→ What to produce
Counting only lines below that contain the string "Bypass", give the total as a single number.

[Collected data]
- - - -

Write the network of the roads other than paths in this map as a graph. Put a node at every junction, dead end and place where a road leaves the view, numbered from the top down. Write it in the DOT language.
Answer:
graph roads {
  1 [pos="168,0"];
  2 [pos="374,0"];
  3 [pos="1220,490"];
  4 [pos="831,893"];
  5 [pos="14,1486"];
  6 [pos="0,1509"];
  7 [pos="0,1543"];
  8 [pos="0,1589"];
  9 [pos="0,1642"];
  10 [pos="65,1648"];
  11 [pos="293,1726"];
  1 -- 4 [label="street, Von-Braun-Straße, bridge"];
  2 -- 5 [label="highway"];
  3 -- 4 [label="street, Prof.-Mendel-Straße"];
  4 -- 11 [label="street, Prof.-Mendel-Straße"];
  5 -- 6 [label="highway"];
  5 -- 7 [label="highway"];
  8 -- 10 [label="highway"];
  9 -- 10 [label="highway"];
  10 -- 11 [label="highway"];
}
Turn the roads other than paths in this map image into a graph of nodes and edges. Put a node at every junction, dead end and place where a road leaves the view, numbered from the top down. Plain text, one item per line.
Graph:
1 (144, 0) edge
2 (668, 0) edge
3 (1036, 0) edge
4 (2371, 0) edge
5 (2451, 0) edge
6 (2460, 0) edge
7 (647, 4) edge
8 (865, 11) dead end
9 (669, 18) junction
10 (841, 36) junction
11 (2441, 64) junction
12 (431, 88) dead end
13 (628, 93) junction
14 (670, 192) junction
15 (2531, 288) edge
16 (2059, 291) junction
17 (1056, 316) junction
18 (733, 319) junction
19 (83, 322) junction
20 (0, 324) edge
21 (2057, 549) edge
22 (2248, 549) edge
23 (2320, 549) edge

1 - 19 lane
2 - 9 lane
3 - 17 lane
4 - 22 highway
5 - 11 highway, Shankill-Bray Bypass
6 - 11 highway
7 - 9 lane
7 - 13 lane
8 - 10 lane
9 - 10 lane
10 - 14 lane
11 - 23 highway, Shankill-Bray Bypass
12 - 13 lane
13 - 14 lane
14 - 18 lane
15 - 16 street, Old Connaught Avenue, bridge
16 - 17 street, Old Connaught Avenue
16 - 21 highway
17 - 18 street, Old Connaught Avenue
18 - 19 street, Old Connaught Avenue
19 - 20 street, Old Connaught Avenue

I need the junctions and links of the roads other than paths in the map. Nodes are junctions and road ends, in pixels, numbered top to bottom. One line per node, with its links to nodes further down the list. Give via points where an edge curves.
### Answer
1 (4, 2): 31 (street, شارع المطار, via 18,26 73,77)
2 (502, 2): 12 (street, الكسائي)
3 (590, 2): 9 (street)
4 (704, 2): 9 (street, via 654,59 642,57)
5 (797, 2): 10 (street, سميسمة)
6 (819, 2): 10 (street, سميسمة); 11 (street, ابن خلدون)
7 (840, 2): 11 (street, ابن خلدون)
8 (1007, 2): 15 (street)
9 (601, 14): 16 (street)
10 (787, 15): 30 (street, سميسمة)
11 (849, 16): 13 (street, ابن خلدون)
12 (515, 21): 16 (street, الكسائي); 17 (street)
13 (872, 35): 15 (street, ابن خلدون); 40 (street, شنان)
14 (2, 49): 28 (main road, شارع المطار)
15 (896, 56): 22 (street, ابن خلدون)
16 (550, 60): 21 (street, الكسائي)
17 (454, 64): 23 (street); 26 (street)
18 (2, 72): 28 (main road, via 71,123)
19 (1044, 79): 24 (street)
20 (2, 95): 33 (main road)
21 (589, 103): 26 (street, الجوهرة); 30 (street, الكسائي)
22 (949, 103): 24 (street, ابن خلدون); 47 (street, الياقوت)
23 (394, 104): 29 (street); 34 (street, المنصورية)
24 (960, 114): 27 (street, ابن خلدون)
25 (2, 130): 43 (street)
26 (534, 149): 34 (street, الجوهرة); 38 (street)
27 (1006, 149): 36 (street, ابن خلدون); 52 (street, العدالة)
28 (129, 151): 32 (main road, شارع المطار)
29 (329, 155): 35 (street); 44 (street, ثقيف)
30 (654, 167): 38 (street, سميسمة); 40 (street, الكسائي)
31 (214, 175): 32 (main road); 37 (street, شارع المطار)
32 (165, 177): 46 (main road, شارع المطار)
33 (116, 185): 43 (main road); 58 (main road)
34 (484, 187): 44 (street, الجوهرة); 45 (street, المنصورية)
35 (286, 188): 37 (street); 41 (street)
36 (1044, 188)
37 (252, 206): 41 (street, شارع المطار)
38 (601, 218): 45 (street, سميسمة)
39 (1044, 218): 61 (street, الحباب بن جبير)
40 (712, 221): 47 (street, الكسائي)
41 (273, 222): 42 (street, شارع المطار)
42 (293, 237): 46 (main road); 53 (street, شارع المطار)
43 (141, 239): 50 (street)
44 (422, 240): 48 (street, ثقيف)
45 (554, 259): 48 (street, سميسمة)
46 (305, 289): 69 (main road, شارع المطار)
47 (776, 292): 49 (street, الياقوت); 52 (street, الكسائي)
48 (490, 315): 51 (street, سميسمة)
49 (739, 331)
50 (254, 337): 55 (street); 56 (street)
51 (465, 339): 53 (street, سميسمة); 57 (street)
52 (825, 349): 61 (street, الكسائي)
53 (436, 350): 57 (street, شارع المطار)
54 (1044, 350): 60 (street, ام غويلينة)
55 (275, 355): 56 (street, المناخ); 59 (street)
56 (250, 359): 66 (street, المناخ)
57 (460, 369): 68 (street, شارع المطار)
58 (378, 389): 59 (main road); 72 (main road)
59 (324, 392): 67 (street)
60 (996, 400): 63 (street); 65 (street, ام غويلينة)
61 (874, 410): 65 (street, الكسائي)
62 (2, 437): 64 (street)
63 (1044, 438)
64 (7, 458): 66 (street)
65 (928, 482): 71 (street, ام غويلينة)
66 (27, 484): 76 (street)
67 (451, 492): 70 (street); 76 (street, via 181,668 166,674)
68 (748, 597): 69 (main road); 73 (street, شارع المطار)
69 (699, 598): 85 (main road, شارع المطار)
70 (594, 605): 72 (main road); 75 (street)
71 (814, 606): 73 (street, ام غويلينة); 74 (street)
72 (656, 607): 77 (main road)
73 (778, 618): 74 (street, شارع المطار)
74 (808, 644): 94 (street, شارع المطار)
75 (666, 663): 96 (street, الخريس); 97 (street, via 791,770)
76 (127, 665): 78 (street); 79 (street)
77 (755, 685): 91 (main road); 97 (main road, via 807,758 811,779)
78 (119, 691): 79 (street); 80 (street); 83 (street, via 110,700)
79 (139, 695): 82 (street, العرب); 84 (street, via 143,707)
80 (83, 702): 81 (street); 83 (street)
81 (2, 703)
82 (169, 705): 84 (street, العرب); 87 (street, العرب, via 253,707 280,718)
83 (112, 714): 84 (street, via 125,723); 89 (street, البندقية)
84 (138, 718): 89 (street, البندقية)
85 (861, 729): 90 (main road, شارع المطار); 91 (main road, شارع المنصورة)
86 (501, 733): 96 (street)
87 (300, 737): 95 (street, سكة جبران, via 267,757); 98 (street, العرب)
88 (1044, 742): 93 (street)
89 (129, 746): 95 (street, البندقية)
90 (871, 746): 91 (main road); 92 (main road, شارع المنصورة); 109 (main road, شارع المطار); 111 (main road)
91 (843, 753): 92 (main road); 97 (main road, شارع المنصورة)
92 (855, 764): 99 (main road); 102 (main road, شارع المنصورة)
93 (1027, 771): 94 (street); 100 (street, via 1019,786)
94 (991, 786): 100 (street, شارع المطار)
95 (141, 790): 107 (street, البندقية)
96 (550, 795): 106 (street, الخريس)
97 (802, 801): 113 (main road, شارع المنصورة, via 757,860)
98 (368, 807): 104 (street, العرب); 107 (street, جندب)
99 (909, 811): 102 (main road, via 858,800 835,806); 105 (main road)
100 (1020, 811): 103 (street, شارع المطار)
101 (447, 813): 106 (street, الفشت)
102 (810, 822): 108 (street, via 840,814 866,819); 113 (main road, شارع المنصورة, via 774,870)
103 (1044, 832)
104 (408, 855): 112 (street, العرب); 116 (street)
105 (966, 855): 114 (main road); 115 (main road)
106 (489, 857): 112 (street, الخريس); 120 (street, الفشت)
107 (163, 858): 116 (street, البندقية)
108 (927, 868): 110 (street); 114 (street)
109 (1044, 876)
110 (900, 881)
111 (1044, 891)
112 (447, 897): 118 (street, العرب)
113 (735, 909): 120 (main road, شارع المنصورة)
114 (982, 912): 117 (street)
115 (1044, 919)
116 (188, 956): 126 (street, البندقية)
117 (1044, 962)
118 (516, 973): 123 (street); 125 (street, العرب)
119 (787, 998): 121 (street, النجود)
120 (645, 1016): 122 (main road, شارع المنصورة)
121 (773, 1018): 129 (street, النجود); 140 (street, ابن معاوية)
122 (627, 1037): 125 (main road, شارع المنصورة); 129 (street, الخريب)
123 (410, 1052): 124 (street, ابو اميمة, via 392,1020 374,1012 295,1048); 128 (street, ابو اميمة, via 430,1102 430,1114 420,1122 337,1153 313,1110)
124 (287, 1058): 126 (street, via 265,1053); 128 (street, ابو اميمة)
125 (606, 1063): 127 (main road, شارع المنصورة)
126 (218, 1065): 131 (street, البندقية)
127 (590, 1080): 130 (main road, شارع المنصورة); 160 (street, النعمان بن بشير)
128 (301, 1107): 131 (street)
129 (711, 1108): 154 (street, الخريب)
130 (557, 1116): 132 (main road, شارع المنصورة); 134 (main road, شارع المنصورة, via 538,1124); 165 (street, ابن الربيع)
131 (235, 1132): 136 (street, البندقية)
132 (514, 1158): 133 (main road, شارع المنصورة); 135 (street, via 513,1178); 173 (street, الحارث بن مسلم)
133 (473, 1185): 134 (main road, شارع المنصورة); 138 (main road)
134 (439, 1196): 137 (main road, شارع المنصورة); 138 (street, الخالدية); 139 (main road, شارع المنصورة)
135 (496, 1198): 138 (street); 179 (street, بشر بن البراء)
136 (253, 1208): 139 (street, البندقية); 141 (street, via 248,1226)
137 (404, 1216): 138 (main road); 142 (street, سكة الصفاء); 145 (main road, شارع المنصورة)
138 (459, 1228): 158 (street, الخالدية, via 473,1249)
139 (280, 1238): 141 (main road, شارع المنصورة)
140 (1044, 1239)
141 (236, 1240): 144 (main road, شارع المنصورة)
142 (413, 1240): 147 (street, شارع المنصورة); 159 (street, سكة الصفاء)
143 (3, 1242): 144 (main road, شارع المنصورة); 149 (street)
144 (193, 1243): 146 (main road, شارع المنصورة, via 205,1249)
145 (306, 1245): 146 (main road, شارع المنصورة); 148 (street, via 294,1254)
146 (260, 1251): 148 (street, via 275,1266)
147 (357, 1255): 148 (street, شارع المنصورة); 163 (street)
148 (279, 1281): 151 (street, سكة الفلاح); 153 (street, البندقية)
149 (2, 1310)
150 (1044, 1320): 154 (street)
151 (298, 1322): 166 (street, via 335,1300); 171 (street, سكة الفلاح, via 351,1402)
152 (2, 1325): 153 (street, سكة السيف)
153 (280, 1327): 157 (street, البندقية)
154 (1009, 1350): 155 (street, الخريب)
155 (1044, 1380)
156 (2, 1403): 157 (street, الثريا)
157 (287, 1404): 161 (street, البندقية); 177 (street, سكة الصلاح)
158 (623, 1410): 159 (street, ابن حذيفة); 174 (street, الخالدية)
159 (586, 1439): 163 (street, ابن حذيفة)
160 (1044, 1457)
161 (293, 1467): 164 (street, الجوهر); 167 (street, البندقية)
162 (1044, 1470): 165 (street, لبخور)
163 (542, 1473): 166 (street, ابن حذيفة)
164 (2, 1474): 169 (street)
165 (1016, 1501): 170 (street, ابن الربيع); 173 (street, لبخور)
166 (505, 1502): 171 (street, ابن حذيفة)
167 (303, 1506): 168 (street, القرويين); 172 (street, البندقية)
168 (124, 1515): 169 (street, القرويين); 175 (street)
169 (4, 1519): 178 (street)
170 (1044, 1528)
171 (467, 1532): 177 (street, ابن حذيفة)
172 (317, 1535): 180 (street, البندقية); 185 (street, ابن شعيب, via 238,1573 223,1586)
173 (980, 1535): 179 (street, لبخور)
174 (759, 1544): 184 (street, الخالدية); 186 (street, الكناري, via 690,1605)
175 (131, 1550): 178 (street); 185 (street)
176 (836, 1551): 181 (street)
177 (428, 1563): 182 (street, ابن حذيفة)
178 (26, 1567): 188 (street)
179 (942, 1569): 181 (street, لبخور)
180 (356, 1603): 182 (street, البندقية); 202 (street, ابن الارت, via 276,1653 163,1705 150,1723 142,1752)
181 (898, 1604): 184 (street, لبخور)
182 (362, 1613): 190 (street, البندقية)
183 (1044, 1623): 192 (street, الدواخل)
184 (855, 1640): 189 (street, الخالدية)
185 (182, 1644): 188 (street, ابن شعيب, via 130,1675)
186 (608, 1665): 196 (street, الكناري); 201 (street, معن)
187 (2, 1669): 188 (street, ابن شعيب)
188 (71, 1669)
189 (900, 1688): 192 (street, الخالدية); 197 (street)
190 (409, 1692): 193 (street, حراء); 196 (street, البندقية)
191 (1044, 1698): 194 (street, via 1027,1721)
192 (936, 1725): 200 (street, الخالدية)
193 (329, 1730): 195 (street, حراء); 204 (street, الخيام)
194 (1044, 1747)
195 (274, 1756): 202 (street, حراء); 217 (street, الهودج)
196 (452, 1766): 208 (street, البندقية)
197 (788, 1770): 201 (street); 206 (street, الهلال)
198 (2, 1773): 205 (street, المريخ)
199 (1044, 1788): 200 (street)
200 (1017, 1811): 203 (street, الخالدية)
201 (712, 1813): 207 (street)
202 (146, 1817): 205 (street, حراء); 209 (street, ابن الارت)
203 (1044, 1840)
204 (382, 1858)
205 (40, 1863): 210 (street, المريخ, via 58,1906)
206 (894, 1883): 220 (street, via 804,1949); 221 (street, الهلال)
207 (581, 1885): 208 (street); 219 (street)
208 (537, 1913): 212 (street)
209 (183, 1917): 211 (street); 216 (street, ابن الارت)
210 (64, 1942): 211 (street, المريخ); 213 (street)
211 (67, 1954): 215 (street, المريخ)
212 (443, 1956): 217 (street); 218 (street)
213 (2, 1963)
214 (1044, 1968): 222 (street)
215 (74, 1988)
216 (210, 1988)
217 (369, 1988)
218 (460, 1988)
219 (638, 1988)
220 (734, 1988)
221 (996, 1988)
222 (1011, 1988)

- - - -

→ Written reply
2